Solche Vorfälle spiegeln die tieferliegenden Spannungen wider, die durch eine Mischung aus politischen, religiösen und sozialen Faktoren verschärft werden. Die Reaktion der tunesischen Regierung auf diese Vorfälle, die oft in der Vermeidung einer klaren Verurteilung antisemitischer Gewalt besteht, trägt zur Eskalation bei und ermutigt extremistische Elemente innerhalb der Gesellschaft.

Soziale und kulturelle Folgen des wachsenden Antisemitismus

Die gegenwärtige Situation hat nicht nur direkte Auswirkungen auf die jüdische Gemeinschaft in Tunesien, sondern auch auf die gesamte tunesische Gesellschaft. Die zunehmende Radikalisierung und die autoritäre Tendenz der aktuellen Regierung bedrohen nicht nur die jüdische Gemeinschaft, sondern auch andere Minderheiten und oppositionelle Gruppen. Die Instrumentalisierung des Antisemitismus als politisches Werkzeug deutet darauf hin, dass die Regierung möglicherweise autoritärere Maßnahmen ergreifen wird, um ihre Macht zu festigen.

Für die jüdische Gemeinschaft in Tunesien bedeutet die derzeitige Lage eine erhebliche Bedrohung. Die wachsende Unsicherheit und die Angst vor weiteren Angriffen könnten zu einer erneuten Emigration führen, was die Gemeinschaft weiter dezimieren würde. Dies wäre nicht nur ein Verlust für die kulturelle und religiöse Vielfalt Tunesiens, sondern könnte auch den sozialen Zusammenhalt des Landes gefährden.
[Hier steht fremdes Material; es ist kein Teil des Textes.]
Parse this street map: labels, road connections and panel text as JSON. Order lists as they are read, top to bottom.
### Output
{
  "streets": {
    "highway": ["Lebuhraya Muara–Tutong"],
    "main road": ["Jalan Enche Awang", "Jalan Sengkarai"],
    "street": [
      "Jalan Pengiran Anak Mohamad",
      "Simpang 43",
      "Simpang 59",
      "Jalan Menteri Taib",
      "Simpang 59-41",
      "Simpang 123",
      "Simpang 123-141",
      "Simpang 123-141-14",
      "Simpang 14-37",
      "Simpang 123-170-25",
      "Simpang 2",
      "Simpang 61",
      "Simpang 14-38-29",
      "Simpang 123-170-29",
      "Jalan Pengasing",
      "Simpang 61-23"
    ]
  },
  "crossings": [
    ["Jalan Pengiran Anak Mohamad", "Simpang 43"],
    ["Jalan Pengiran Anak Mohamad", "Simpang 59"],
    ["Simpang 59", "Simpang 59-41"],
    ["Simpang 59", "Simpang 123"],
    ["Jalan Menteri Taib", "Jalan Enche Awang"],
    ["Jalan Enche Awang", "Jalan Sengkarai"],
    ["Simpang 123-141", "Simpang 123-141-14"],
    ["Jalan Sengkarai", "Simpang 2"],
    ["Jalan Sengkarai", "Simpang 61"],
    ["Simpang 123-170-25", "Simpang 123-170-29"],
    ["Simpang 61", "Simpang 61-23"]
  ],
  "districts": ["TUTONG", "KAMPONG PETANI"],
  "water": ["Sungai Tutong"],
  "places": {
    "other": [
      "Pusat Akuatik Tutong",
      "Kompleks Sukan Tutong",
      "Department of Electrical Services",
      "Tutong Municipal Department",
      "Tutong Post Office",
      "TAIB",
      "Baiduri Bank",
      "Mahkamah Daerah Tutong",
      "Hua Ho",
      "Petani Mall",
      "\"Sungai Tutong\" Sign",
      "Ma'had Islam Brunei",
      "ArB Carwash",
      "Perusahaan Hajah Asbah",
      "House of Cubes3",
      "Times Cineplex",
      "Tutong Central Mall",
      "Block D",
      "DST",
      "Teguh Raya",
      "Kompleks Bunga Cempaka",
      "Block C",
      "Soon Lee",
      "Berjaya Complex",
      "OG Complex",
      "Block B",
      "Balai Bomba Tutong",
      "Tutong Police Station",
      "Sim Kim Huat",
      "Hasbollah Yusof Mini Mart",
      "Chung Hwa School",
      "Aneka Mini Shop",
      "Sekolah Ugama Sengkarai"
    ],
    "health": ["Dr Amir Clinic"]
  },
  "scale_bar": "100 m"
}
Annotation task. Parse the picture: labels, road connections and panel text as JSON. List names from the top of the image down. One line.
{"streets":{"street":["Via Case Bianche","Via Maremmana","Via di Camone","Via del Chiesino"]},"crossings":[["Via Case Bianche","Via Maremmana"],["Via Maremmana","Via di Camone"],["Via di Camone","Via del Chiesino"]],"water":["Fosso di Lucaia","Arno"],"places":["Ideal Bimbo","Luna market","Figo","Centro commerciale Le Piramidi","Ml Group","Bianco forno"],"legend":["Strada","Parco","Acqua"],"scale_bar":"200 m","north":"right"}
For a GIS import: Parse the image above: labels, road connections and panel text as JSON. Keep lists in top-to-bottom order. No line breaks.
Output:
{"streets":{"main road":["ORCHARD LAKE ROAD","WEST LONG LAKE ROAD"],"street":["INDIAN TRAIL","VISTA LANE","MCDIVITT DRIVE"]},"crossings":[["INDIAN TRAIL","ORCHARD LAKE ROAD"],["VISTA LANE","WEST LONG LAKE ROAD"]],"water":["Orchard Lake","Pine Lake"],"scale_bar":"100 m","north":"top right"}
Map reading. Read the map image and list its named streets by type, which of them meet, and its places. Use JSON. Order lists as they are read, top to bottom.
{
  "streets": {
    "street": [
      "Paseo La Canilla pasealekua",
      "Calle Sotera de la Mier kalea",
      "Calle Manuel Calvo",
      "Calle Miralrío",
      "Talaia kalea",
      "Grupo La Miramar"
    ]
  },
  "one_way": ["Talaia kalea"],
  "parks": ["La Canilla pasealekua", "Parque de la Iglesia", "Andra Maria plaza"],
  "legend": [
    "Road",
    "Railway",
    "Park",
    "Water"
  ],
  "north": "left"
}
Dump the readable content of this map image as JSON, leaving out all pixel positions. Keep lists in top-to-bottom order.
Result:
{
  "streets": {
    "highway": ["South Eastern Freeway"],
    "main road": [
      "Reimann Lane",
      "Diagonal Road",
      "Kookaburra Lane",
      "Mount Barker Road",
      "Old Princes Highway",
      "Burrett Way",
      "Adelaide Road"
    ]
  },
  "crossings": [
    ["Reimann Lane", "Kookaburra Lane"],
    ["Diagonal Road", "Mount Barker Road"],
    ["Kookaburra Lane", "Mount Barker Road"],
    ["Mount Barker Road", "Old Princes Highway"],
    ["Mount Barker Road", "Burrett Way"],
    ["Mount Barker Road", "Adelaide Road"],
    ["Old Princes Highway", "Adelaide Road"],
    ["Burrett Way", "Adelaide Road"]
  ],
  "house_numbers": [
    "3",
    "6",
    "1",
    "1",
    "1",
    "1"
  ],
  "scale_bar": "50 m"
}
Der wachsende Antisemitismus in Tunesien ist das Ergebnis einer komplexen Mischung aus historischen Vorurteilen, politischer Instrumentalisierung und internationalen Einflüssen. Die Ereignisse seit der ersten Intifada und besonders seit dem 7. Oktober 2023 haben die Bedrohung für die jüdische Gemeinschaft erheblich verschärft.